At 5:15pm on November 23rd 1963, people across Britain settled down in front of their televisions. Few would have guess that they were about to see a legend born. When that haunting music started, a generation of Whovians were born and hooked to this fascinating show.
It had been almost a year in development by the BBC before it finally hit the screens. Sydney Newman, the head of the Script department, was mainly responsible for developing this show.
Doctor Who ran for twenty six seasons before in 1989 the BBC took the axe to this show, cancelling a show that had captured the hearts and minds of thousands.
Why did the BBC Cancel Doctor Who?
Firstly it was due to falling viewing figures. Doctor Who had been in a long decline from a semi-serious show into a comical farce. Whovians, the generic name for Doctor Who fans, were up in arms about the decline of the show and its cancellation.
It was at this time that Doctor Who went underground. With the television networks only showing re-runs the fan fiction, audio books and novels exploded; a plethora of new stories appearing to appease the hearty appetite of the Whovians.
In 1996 a movie was made for the American market. Whilst it proved hugely popular in the UK with over nine million people tuning in to watch it. Sadly it did not get the ratings in the USA, mainly due to a poor scheduled slot and lack of familiarity of The Doctor. A series never emerged from this film much to the disappointment of thousands of fans.
It was in September 2003 that the BBC made an announcement that shook the Whovian world. They announced a new in-house production of Doctor Who. The possibilities of this were endless. Would the show live up to their expectations? Would the show be as bad as the Doctor Who’s that were aired before its cancellation? Who would be the Doctor? Who would be his assistant?

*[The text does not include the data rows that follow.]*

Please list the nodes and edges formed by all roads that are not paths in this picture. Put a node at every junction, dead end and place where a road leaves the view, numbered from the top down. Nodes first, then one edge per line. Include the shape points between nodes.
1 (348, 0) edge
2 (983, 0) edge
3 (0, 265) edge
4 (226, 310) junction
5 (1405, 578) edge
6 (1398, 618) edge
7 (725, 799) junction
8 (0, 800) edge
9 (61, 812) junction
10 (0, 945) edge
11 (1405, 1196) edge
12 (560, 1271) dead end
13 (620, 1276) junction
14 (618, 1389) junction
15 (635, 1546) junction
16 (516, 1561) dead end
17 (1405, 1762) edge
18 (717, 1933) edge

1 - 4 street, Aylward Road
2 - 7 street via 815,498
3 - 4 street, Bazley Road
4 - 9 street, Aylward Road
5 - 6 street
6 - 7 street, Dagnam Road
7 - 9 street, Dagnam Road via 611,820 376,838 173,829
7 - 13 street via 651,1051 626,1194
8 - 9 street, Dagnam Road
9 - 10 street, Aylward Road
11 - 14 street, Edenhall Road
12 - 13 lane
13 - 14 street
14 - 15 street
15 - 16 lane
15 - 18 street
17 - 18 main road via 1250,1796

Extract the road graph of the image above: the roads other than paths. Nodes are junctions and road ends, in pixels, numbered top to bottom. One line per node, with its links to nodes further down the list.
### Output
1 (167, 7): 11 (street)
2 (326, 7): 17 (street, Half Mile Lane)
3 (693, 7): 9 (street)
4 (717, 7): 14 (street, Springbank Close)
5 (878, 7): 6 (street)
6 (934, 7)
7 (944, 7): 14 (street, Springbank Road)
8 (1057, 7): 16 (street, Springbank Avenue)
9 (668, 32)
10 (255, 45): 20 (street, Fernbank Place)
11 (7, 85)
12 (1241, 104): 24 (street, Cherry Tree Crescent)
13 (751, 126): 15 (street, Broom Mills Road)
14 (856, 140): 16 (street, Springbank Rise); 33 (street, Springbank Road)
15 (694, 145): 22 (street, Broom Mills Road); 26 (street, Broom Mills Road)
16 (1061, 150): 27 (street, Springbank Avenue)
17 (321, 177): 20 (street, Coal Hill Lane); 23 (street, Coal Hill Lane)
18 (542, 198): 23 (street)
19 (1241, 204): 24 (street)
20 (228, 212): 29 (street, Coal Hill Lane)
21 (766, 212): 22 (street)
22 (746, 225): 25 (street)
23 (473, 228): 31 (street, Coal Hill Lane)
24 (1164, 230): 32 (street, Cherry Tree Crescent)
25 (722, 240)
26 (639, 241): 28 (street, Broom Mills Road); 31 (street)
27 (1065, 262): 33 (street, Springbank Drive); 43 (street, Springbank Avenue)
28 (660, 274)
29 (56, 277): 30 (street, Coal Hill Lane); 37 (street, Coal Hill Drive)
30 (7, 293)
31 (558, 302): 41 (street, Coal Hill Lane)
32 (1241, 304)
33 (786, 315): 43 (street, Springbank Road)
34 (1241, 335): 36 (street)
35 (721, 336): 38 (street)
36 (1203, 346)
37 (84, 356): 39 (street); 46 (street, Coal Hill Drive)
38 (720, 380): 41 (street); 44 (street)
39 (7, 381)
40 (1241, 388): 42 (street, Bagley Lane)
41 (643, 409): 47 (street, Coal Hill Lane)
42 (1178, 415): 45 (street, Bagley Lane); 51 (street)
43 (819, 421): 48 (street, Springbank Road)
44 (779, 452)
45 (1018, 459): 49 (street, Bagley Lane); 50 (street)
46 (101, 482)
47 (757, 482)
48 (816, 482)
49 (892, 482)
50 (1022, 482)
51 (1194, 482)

The Internet was afire with rumours and speculation. Reports from the BBC and pictures from the shooting confirmed that Christopher Eccleston as the Doctor, and Billie Piper as his assistant Rose had gelled together well on a show that looked like it would exceed expectations.
New Doctor Who leaked!
In late December 2004 disaster struck, for the BBC. A preview copy of the first episode entitled Rose leaked onto the Internet. Was this a deliberate ploy by the BBC to get feedback on the first new Doctor Who series for fifteen years? Did they leak it to find out what fans thought, whilst still giving them enough time to change the episode if they had to? Whatever was the case, hundreds and thousands of people downloaded the episode and it was given a big thumbs up by the majority of the fans.
And then on Saturday March 26 2005 that people across England settled down in behind the sofa, ready to hear that dramatic music grace their screens again and to share this show from their childhood with their children.
Forty five minutes later a whole new generation of fans were hooked. The BBC had done it right and Doctor Who was back. A successful series followed, bringing back old favourites like the Daleks and new foes for the Doctor. A Christmas special was commissioned on the back of this success and two more seasons.
Doctor Who the Future
Despite Christopher Eccleston leaving the show due to fears of being typecast, the BBC pushed on and David Tennant was cast as the Doctor. A life long fan it was a dream come true for him and on Christmas Day 2005 he made his first outing as the Doctor on our TV screens.Five incredibly successful years later The Doctor regenerated again and Matt Smith became the 11th incarnation of Dr Who!
The legacy of Doctor Who has spanned almost fifty years and touched the lives of millions. Today, it is back on our screens and a new generation of Whovians are being born.